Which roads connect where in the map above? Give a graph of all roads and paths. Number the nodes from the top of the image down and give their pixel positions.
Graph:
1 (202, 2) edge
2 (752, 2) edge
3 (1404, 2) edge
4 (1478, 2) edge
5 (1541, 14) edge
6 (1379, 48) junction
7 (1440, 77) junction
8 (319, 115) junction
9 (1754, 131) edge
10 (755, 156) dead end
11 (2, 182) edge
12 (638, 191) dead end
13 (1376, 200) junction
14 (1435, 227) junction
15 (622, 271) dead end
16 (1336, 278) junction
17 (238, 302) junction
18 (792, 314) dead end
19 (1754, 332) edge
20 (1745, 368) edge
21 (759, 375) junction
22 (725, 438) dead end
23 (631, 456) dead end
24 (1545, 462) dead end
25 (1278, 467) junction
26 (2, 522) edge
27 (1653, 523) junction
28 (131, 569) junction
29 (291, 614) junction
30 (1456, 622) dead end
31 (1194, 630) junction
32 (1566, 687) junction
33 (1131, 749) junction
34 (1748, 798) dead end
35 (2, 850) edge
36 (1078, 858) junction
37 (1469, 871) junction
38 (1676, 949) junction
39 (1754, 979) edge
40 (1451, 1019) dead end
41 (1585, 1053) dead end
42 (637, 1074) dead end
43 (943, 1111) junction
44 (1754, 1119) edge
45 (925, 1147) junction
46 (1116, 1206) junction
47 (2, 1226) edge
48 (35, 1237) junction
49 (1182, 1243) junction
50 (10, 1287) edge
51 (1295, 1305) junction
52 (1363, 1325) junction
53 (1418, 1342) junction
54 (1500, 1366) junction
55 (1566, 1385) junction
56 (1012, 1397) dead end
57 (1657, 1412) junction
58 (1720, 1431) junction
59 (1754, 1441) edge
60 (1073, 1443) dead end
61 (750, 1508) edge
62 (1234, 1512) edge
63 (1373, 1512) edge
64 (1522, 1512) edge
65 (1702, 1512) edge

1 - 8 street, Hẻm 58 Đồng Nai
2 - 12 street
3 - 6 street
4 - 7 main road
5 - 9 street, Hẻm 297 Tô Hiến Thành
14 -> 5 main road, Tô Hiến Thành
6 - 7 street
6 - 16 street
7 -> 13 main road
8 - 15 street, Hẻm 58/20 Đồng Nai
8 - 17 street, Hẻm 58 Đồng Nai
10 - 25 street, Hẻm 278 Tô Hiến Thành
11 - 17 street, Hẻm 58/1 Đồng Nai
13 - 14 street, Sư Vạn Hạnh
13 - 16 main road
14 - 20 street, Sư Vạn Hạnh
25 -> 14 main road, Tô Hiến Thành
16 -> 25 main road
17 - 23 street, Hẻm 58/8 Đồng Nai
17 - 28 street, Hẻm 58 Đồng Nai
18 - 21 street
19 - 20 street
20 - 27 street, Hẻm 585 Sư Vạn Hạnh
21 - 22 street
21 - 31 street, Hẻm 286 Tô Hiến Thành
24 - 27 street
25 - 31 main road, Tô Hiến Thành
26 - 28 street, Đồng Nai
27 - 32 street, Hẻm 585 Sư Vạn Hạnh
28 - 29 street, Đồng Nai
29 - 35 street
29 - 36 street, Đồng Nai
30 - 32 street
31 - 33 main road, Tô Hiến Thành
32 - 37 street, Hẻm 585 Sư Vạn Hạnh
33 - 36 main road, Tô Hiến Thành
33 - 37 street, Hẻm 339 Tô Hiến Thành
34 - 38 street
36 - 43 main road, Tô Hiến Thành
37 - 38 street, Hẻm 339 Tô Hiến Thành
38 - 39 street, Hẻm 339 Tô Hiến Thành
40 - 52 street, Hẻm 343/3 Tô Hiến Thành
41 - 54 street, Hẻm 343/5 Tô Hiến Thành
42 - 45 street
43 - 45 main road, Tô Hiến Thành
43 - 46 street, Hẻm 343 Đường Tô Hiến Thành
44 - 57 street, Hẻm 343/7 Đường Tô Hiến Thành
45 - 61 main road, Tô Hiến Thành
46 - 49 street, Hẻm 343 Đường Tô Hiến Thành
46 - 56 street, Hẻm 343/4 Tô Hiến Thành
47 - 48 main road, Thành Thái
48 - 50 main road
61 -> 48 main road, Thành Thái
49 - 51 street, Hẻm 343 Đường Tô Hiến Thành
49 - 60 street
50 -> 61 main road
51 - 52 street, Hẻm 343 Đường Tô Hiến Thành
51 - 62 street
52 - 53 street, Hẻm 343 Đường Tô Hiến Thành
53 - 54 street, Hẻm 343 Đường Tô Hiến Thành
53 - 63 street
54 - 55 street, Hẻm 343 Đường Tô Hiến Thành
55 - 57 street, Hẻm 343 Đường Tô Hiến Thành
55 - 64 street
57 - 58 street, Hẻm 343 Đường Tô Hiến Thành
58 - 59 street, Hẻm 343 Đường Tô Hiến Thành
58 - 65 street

========================================

Check each line of the material for the word "Đồng". Copy the ones that have it.

**Written reply**
1 - 8 street, Hẻm 58 Đồng Nai
8 - 15 street, Hẻm 58/20 Đồng Nai
8 - 17 street, Hẻm 58 Đồng Nai
11 - 17 street, Hẻm 58/1 Đồng Nai
17 - 23 street, Hẻm 58/8 Đồng Nai
17 - 28 street, Hẻm 58 Đồng Nai
26 - 28 street, Đồng Nai
28 - 29 street, Đồng Nai
29 - 36 street, Đồng Nai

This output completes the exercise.